Tutta esaurita la sala Grande da 1700 posti: quelli rimasti fuori hanno potuto seguire davanti al maxischermo la manifestazione. Un pienone annunciato dato che tra Milano città e regione Lombardia si contano circa 200 circoli pro-Renzi, più o meno tremila iscritti.
Salito sul palco un quarto dopo le 21.00 si è presentato in stile "casual", camicia bianca con maniche rimboccate, che in maniera affatto casuale ricordava la vincente prima campagna presidenziale di Obama. Anche lo slogan "cambiamo l'Italia adesso" era di chiara ispirazione obamiana, ed è stato proprio il tema della rottamazione sinonimo politicamente scorretto del cambiamento, il punto di forza di un monologo durato 1 ora e quaranta. In apertura una breve premessa di commento sull'esito delle votazioni regionali siciliane dove " per la prima volta la maggioranza è andata al partito del non voto ma comunque si è affermato il partito democratico". Poi la fa facile sulle prossime elezioni regionali lombarde "dove il centro sinistra ha un rigore da battere a suo favore: che le sue primarie stabiliscano al più presto chi sarà il rigorista".

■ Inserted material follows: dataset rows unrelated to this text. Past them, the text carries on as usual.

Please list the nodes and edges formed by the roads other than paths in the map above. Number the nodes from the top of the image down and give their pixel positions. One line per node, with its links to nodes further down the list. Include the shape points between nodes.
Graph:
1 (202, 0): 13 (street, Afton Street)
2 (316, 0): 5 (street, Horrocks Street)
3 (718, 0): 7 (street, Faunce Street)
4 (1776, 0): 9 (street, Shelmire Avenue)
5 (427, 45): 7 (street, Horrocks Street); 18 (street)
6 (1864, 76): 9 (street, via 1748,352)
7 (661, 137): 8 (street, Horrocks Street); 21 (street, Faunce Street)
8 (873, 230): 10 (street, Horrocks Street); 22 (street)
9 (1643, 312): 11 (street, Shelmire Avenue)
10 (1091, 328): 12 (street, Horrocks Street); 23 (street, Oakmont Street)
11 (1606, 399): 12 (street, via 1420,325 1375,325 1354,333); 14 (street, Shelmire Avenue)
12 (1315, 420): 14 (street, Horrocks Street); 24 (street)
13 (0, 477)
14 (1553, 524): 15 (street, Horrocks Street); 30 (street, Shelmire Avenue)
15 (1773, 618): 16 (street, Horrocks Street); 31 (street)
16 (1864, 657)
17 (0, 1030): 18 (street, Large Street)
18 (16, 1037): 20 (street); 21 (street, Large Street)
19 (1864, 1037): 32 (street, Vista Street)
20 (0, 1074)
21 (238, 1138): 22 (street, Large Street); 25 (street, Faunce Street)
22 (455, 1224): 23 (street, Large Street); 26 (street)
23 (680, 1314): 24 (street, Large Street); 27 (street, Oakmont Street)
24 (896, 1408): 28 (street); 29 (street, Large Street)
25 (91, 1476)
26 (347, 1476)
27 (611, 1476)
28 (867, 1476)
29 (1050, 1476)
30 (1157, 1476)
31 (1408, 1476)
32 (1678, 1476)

Subito liquidata la questione della "rottamazione nata due anni fa per caso nel corso di un'intervista e non è opera di nessun spin doctor" per dire che vuole lasciarsi alle spalle l'omonima fase in quanto superata. Fermo restando che " davanti ai cambiamenti del mondo anche noi abbiamo diritto al cambiamento." Nel corso del monologo ha cercato di smussare le spigolosità della sua naturale vis polemica, a favore della condivisione dei valori maturata con l'esperienza dell'associazionismo cattolico, ma alla lunga la sua vocazione di rottamatore ha prevalso. Poco lo spazio a proposte per la ripresa e la crescita del Paese che potrebbe partire proprio da Milano e concede molto alla sua vena istrionica da mattatore del palco. A pochi passi da P.zza Affari ha preferito ribattere alle polemiche per la frequentazione di certa finanza che " non è buona e neppure cattiva semmai è la politica che può essere buona e cattiva". E a pochi chilometri dal confine svizzero ha lanciato la sfida all'evasione parlando di un " accordo con le banche svizzere per applicare un prelievo forzato del 26% sui conti correnti di quelli che hanno portato i soldi in Svizzera".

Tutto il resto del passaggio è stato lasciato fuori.